Data provided >>
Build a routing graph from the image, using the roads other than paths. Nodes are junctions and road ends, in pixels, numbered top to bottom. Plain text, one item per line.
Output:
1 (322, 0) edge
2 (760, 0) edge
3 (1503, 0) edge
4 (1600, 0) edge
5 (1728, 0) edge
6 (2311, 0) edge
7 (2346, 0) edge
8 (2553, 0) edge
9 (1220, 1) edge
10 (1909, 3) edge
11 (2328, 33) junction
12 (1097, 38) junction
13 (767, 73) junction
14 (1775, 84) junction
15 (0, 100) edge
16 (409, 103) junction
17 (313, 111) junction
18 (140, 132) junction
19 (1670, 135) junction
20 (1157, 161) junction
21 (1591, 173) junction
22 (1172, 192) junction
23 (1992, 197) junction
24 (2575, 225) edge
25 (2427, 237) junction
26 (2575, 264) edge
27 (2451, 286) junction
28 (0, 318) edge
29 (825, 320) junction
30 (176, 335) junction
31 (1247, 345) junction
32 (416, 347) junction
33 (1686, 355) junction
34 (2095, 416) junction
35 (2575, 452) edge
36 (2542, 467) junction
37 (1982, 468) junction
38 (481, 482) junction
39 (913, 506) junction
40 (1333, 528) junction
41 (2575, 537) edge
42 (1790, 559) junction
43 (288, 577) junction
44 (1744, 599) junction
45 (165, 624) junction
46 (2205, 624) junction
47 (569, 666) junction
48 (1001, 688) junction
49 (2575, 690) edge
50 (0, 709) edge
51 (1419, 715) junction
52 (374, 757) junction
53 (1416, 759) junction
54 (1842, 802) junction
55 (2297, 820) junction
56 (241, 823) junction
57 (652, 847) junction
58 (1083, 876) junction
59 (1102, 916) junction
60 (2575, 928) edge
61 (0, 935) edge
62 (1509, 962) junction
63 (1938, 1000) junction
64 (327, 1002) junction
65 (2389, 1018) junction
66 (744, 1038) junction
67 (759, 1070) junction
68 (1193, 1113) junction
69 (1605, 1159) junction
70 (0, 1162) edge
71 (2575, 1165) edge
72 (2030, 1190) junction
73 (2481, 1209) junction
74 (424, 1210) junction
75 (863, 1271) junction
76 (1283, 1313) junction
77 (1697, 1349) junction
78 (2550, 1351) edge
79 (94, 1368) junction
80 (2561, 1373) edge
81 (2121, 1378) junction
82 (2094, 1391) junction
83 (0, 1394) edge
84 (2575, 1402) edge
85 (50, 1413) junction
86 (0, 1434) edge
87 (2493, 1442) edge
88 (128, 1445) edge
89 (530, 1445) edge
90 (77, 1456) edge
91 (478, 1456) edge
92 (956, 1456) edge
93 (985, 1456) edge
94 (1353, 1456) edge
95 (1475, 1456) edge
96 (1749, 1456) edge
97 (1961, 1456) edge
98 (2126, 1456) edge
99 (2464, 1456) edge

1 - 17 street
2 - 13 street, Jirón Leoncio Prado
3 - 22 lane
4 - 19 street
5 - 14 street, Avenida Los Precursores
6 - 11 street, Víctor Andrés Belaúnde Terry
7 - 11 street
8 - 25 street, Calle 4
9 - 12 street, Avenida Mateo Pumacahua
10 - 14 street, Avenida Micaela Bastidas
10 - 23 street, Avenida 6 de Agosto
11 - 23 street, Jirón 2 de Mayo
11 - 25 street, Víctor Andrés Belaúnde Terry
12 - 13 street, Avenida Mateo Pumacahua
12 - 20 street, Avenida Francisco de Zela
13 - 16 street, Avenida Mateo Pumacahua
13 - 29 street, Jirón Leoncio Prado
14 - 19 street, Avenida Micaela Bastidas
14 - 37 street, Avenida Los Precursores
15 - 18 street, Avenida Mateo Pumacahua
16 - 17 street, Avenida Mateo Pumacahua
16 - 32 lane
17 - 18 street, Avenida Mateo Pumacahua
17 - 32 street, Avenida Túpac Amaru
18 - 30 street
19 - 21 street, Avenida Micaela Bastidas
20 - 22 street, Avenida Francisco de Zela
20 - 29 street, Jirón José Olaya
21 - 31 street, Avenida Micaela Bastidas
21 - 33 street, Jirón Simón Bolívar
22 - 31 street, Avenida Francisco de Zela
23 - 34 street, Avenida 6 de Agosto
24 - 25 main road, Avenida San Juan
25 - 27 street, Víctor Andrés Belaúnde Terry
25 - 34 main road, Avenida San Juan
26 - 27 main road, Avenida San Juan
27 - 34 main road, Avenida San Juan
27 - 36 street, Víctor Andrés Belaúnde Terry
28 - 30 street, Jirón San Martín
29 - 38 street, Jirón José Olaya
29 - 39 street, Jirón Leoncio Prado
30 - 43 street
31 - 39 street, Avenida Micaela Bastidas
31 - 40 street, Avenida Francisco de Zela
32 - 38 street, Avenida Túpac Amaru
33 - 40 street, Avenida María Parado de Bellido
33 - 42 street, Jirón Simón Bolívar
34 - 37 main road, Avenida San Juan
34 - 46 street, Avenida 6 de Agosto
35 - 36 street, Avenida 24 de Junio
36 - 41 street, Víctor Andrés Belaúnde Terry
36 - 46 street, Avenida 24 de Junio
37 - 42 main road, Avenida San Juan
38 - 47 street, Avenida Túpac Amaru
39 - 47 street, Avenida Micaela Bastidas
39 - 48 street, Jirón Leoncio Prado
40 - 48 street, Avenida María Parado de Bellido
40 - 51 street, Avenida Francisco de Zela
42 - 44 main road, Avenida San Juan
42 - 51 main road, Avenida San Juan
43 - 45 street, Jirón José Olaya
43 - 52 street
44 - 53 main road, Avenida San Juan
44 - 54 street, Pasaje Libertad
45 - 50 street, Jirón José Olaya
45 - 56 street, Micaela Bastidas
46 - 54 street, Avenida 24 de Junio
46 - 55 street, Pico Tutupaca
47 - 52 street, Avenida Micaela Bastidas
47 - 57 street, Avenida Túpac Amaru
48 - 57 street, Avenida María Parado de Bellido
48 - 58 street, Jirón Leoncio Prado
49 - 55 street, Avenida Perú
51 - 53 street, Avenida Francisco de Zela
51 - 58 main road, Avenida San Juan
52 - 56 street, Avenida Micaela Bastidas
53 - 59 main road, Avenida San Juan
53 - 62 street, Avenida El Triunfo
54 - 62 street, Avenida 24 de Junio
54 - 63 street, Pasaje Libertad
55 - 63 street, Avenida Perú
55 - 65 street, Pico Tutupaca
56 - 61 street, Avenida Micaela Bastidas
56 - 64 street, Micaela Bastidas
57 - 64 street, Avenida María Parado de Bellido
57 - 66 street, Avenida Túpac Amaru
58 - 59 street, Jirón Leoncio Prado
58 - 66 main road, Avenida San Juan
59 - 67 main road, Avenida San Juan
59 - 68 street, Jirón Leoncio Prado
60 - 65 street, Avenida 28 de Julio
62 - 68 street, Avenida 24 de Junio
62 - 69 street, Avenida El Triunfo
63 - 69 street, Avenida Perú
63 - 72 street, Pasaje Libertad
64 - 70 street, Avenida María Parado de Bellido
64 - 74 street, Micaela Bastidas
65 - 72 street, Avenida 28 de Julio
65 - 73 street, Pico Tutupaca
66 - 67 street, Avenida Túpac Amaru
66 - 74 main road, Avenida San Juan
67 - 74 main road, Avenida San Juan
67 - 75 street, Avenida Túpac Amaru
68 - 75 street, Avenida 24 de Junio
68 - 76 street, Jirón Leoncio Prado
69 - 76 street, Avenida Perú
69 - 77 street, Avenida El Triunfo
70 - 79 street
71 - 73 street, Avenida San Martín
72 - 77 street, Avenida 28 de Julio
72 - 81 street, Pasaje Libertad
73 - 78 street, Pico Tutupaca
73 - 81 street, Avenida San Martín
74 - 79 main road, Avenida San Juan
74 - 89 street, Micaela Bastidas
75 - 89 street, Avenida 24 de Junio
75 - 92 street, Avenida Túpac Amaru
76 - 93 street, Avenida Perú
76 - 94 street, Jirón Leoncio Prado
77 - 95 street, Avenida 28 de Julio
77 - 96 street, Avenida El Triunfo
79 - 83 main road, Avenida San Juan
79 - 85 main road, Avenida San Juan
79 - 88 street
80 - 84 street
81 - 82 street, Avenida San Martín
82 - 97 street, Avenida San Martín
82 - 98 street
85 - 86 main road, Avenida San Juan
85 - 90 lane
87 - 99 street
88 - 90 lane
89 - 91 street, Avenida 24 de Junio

What is being asked >>
Pull out all lines containing the word "Belaúnde" from the entries above.

Your response >>
6 - 11 street, Víctor Andrés Belaúnde Terry
11 - 25 street, Víctor Andrés Belaúnde Terry
25 - 27 street, Víctor Andrés Belaúnde Terry
27 - 36 street, Víctor Andrés Belaúnde Terry
36 - 41 street, Víctor Andrés Belaúnde Terry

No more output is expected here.